|
|
|
|
|
by pama
781 days ago
|
|
I agree with almost all you said except that Twitter is better than top conferences, and I take a contrarian view that reviewers slow down AGI with requests for additional experiments. Without going into specifics, which you can probably guess based on your background, too many ideas that work well, even optimally, at small scale fail horribly at large scale. Other ideas that work at super specialized settings don’t transfer or don’t generalize. The saving of two or three dimensions for exact symmetry operations is super important when you deal with handful of dimensions and is often irrelevant or slowing down training a lot when you already deal with tens of thousands of dimensions. Correlations in huge multimodal datasets are way more complicated than most humans can grasp and we will not get to AGI before we can have a large enough group of people dealing with such data routinely. It is very likely detrimental for our progress to AGI that we lack abundant hardware for academics and hobbyists to contribute frontier experiments, however we don’t do anybody a favor by increasing the entropy of the publications in the huge ML conferences. This particular work listed in HN stands out despite lack of scaling and will probably make it in a top conference (perhaps with some additional background citations) but not everything that is merely novel should simply make it to ICLR or neurIPS or ICML, otherwise we could have a million papers in each in a few years from today and nobody would be the wiser. |
|
Not that I disagree, but I don't think that's a reason to not publish. There's another way to rephrase what you've said
But this is true for many works, even transformers. You don't just scale by turning up model parameters and data. You can, but generally more things are going on. So why hold these works back because of that? There may be nuggets in there that may be of value and people may learn how to scale them. Just because they don't scale (now or ever) doesn't mean they aren't of value (and let's be honest, if they don't scale, this is a real killer for the "scale is all you need" people)> Other ideas that work at super specialized settings don’t transfer or don’t generalize.

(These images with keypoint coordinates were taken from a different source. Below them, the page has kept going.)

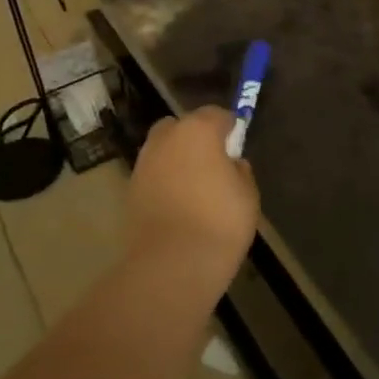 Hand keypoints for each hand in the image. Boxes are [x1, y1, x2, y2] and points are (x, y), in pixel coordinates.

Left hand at [126, 107, 259, 284]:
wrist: (171, 265)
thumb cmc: (220, 222)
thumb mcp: (248, 194)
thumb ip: (240, 170)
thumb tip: (231, 164)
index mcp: (198, 130)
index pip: (217, 114)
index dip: (229, 127)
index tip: (237, 145)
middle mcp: (166, 138)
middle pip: (182, 126)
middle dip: (196, 138)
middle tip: (213, 163)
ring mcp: (144, 163)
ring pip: (163, 150)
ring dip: (177, 160)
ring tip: (195, 187)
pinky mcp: (130, 190)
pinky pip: (153, 175)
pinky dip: (164, 182)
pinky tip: (178, 205) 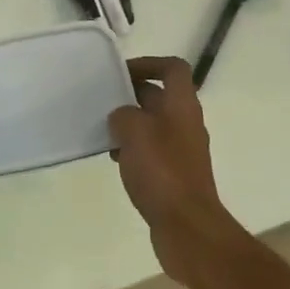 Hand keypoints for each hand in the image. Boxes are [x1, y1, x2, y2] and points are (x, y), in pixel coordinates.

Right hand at [108, 56, 240, 282]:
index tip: (120, 73)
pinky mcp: (174, 174)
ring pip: (153, 124)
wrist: (186, 225)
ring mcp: (182, 150)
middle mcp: (186, 122)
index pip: (172, 68)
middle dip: (131, 95)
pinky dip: (133, 149)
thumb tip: (121, 117)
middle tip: (102, 101)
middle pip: (160, 95)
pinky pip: (152, 150)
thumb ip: (123, 115)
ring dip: (130, 123)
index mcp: (182, 105)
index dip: (148, 63)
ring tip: (104, 132)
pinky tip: (115, 160)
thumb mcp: (134, 132)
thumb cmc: (162, 171) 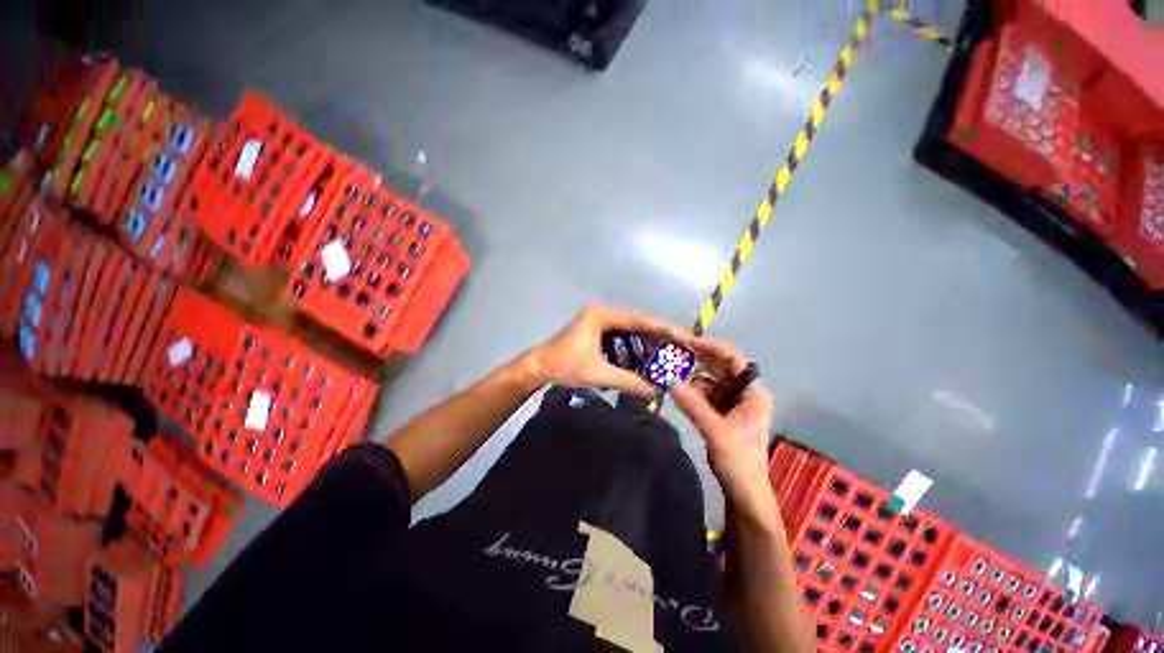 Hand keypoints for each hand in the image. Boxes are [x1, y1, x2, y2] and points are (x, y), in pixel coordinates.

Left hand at [526, 304, 689, 397]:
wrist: (538, 367)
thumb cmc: (565, 366)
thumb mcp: (598, 374)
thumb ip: (629, 381)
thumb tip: (656, 391)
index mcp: (602, 315)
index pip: (640, 319)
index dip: (664, 329)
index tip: (684, 338)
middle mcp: (602, 312)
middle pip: (637, 322)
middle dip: (658, 336)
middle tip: (679, 348)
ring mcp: (598, 320)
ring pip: (630, 329)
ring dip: (647, 342)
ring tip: (667, 355)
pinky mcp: (596, 330)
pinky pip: (621, 336)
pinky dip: (634, 346)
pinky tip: (645, 358)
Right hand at [669, 338, 772, 508]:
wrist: (743, 491)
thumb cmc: (738, 460)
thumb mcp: (715, 431)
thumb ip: (692, 405)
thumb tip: (669, 381)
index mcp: (752, 393)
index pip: (734, 360)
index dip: (712, 348)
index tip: (689, 343)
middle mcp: (743, 393)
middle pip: (719, 369)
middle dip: (697, 363)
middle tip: (673, 356)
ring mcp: (732, 402)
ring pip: (709, 382)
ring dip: (691, 379)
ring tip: (670, 374)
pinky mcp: (721, 413)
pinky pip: (704, 395)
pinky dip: (691, 392)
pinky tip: (677, 391)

It is also hard to tell if these are hyper-parameter settings. Not that I disagree with you, but it is hard to tell.
> Correlations in huge multimodal datasets are way more complicated than most humans can grasp and we will not get to AGI before we can have a large enough group of people dealing with such data routinely.
I'm not sure I understand your argument here. The people I know that work at scale often have the worst understanding of large data. Not understanding the differences between density in a normal distribution and a uniform. Thinking that LERPing in a normal yields representative data. Or cosine simularity and orthogonality. IME people that work at scale benefit from being able to throw compute at problems.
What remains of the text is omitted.